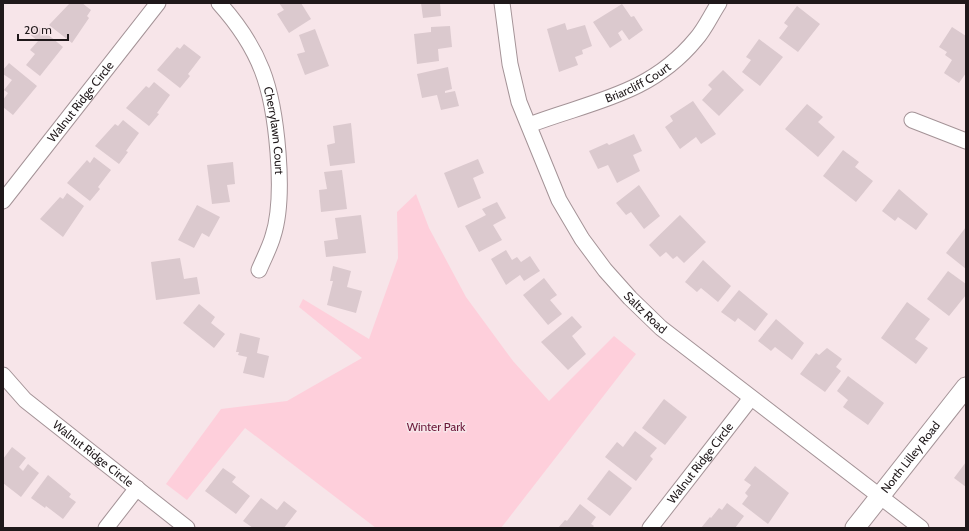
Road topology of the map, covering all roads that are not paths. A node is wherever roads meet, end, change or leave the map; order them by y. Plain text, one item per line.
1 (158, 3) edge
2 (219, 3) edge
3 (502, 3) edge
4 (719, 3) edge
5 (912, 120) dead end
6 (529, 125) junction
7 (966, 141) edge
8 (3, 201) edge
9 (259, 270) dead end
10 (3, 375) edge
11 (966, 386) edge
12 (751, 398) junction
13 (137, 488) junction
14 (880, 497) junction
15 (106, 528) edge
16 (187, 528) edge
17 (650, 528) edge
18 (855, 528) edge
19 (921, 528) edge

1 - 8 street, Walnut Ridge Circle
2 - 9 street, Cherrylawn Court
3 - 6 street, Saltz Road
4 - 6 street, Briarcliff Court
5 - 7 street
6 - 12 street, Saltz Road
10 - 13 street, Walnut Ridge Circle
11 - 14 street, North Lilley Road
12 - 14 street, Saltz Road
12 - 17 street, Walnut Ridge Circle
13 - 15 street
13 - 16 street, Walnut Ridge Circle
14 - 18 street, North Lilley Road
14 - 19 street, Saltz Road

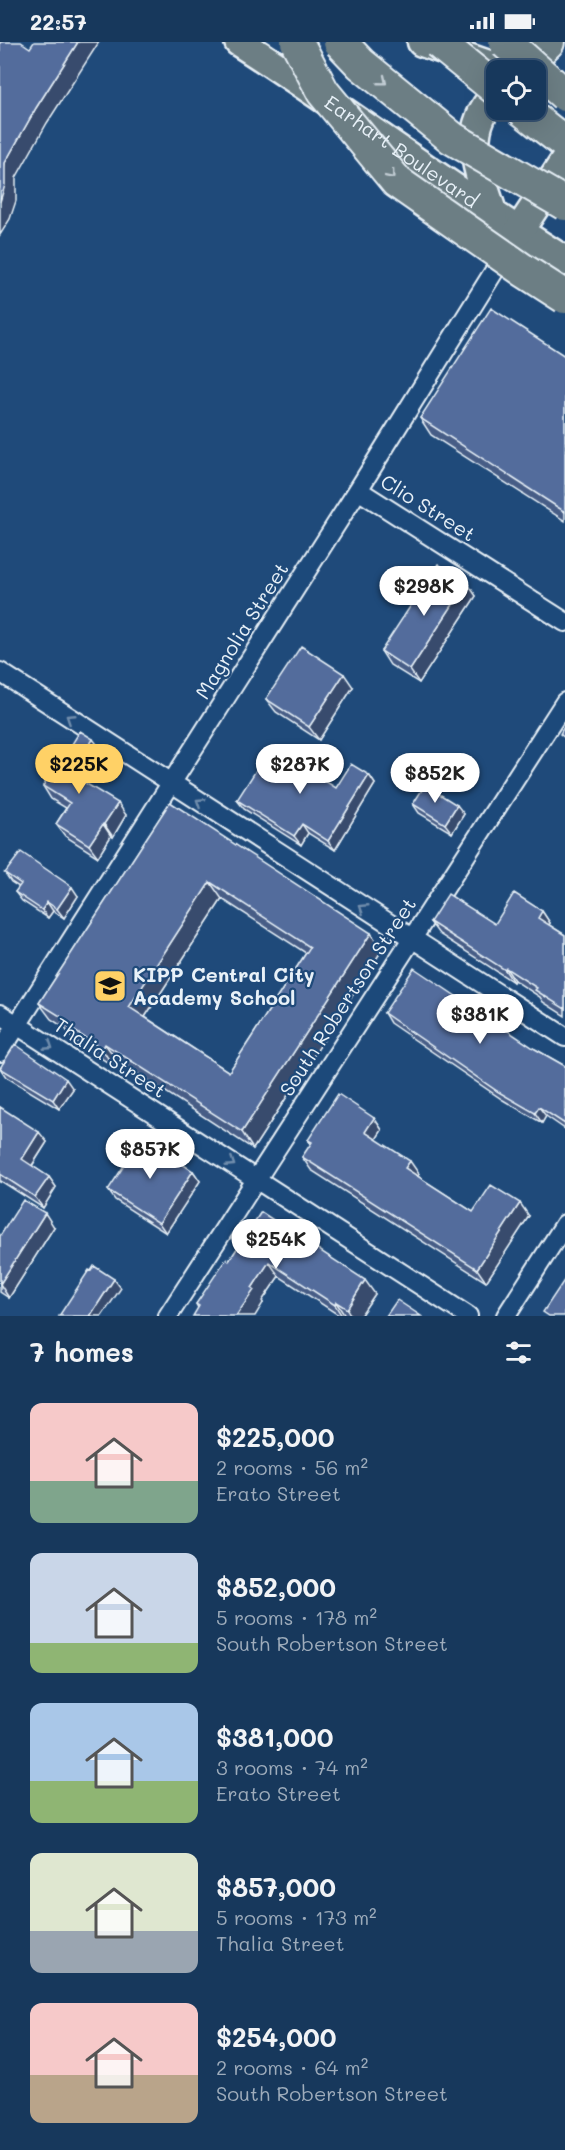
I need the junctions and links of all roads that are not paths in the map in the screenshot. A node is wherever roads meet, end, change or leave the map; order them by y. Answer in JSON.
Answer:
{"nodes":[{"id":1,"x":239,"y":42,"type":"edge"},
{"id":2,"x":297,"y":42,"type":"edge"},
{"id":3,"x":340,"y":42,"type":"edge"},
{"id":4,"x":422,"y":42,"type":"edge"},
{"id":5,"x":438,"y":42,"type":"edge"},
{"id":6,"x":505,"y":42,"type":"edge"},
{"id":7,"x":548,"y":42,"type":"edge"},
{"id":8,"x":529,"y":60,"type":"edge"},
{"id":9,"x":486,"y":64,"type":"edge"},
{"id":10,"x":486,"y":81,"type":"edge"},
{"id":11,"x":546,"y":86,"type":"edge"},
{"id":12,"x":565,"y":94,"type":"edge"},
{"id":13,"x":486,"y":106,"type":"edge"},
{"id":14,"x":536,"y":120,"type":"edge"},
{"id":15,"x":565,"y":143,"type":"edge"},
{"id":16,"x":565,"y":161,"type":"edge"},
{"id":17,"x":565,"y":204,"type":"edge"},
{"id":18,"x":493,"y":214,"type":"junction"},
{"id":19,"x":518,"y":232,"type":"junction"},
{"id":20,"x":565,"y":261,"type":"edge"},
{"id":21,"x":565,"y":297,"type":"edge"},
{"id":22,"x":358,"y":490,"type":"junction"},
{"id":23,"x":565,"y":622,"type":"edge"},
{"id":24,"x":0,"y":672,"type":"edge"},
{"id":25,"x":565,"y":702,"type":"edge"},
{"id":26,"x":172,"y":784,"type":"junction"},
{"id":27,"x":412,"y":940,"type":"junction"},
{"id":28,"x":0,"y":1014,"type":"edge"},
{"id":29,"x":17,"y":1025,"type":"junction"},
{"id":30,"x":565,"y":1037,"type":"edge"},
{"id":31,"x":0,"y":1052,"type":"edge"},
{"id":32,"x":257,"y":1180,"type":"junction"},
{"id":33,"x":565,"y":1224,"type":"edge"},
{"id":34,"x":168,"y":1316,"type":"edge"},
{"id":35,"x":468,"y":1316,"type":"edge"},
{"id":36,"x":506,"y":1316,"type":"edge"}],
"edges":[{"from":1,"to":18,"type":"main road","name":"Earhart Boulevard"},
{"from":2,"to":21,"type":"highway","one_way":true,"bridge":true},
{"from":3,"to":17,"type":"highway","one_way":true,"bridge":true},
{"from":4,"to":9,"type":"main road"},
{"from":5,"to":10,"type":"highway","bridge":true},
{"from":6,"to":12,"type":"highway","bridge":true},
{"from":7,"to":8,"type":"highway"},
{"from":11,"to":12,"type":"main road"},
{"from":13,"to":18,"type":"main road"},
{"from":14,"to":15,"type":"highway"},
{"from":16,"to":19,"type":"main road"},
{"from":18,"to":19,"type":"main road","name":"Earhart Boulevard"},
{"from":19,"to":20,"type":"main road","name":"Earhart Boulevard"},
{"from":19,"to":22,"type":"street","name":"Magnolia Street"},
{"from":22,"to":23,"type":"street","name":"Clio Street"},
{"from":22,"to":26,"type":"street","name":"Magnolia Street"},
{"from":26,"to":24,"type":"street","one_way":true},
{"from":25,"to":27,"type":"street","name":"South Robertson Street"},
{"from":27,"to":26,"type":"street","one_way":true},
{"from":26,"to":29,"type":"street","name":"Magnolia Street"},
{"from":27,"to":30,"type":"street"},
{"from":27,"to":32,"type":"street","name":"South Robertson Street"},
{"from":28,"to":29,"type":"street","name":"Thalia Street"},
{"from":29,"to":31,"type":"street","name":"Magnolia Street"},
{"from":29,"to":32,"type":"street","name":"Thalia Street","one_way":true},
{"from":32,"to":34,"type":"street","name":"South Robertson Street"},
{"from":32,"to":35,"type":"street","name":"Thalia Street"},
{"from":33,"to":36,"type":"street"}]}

-- GOAL OF THE EXERCISE --
Output the records verbatim without pictures.

-- TASK SOLUTION --
Road topology of the map, covering all roads that are not paths. A node is wherever roads meet, end, change or leave the map; order them by y. Plain text, one item per line.
1 (158, 3) edge
2 (219, 3) edge
3 (502, 3) edge
4 (719, 3) edge
5 (912, 120) dead end
6 (529, 125) junction
7 (966, 141) edge
8 (3, 201) edge
9 (259, 270) dead end
10 (3, 375) edge
11 (966, 386) edge
12 (751, 398) junction
13 (137, 488) junction
14 (880, 497) junction
15 (106, 528) edge
16 (187, 528) edge
17 (650, 528) edge
18 (855, 528) edge
19 (921, 528) edge

1 - 8 street, Walnut Ridge Circle
2 - 9 street, Cherrylawn Court
3 - 6 street, Saltz Road
4 - 6 street, Briarcliff Court
5 - 7 street
6 - 12 street, Saltz Road
10 - 13 street, Walnut Ridge Circle
11 - 14 street, North Lilley Road
12 - 14 street, Saltz Road
12 - 17 street, Walnut Ridge Circle
13 - 15 street
13 - 16 street, Walnut Ridge Circle
14 - 18 street, North Lilley Road
14 - 19 street, Saltz Road

I need the junctions and links of all roads that are not paths in the map in the screenshot. A node is wherever roads meet, end, change or leave the map; order them by y. Answer in JSON.
Answer:
{"nodes":[{"id":1,"x":239,"y":42,"type":"edge"},
{"id":2,"x":297,"y":42,"type":"edge"},
{"id":3,"x":340,"y":42,"type":"edge"},
{"id":4,"x":422,"y":42,"type":"edge"},
{"id":5,"x":438,"y":42,"type":"edge"},
{"id":6,"x":505,"y":42,"type":"edge"},
{"id":7,"x":548,"y":42,"type":"edge"},
{"id":8,"x":529,"y":60,"type":"edge"},
{"id":9,"x":486,"y":64,"type":"edge"},
{"id":10,"x":486,"y":81,"type":"edge"},
{"id":11,"x":546,"y":86,"type":"edge"},
{"id":12,"x":565,"y":94,"type":"edge"},
{"id":13,"x":486,"y":106,"type":"edge"},
{"id":14,"x":536,"y":120,"type":"edge"},
{"id":15,"x":565,"y":143,"type":"edge"},
{"id":16,"x":565,"y":161,"type":"edge"},
{"id":17,"x":565,"y":204,"type":"edge"},
{"id":18,"x":493,"y":214,"type":"junction"},
{"id":19,"x":518,"y":232,"type":"junction"},
{"id":20,"x":565,"y":261,"type":"edge"},
{"id":21,"x":565,"y":297,"type":"edge"},
{"id":22,"x":358,"y":490,"type":"junction"},
{"id":23,"x":565,"y":622,"type":"edge"},
{"id":24,"x":0,"y":672,"type":"edge"},
{"id":25,"x":565,"y":702,"type":"edge"},
{"id":26,"x":172,"y":784,"type":"junction"},
{"id":27,"x":412,"y":940,"type":"junction"},
{"id":28,"x":0,"y":1014,"type":"edge"},
{"id":29,"x":17,"y":1025,"type":"junction"},
{"id":30,"x":565,"y":1037,"type":"edge"},
{"id":31,"x":0,"y":1052,"type":"edge"},
{"id":32,"x":257,"y":1180,"type":"junction"},
{"id":33,"x":565,"y":1224,"type":"edge"},
{"id":34,"x":168,"y":1316,"type":"edge"},
{"id":35,"x":468,"y":1316,"type":"edge"},
{"id":36,"x":506,"y":1316,"type":"edge"}],
"edges":[{"from":1,"to":18,"type":"main road","name":"Earhart Boulevard"},
{"from":2,"to":21,"type":"highway","one_way":true,"bridge":true},
{"from":3,"to":17,"type":"highway","one_way":true,"bridge":true},
{"from":4,"to":9,"type":"main road"},
{"from":5,"to":10,"type":"highway","bridge":true},
{"from":6,"to":12,"type":"highway","bridge":true},
{"from":7,"to":8,"type":"highway"},
{"from":11,"to":12,"type":"main road"},
{"from":13,"to":18,"type":"main road"},
{"from":14,"to":15,"type":"highway"},
{"from":16,"to":19,"type":"main road"},
{"from":18,"to":19,"type":"main road","name":"Earhart Boulevard"},
{"from":19,"to":20,"type":"main road","name":"Earhart Boulevard"},
{"from":19,"to":22,"type":"street","name":"Magnolia Street"},
{"from":22,"to":23,"type":"street","name":"Clio Street"},
{"from":22,"to":26,"type":"street","name":"Magnolia Street"},
{"from":26,"to":24,"type":"street","one_way":true},
{"from":25,"to":27,"type":"street","name":"South Robertson Street"},
{"from":27,"to":26,"type":"street","one_way":true},
{"from":26,"to":29,"type":"street","name":"Magnolia Street"},
{"from":27,"to":30,"type":"street"},
{"from":27,"to":32,"type":"street","name":"South Robertson Street"},
{"from":28,"to":29,"type":"street","name":"Thalia Street"},
{"from":29,"to":31,"type":"street","name":"Magnolia Street"},
{"from":29,"to":32,"type":"street","name":"Thalia Street","one_way":true},
{"from":32,"to":34,"type":"street","name":"South Robertson Street"},
{"from":32,"to":35,"type":"street","name":"Thalia Street"},
{"from":33,"to":36,"type":"street"}]}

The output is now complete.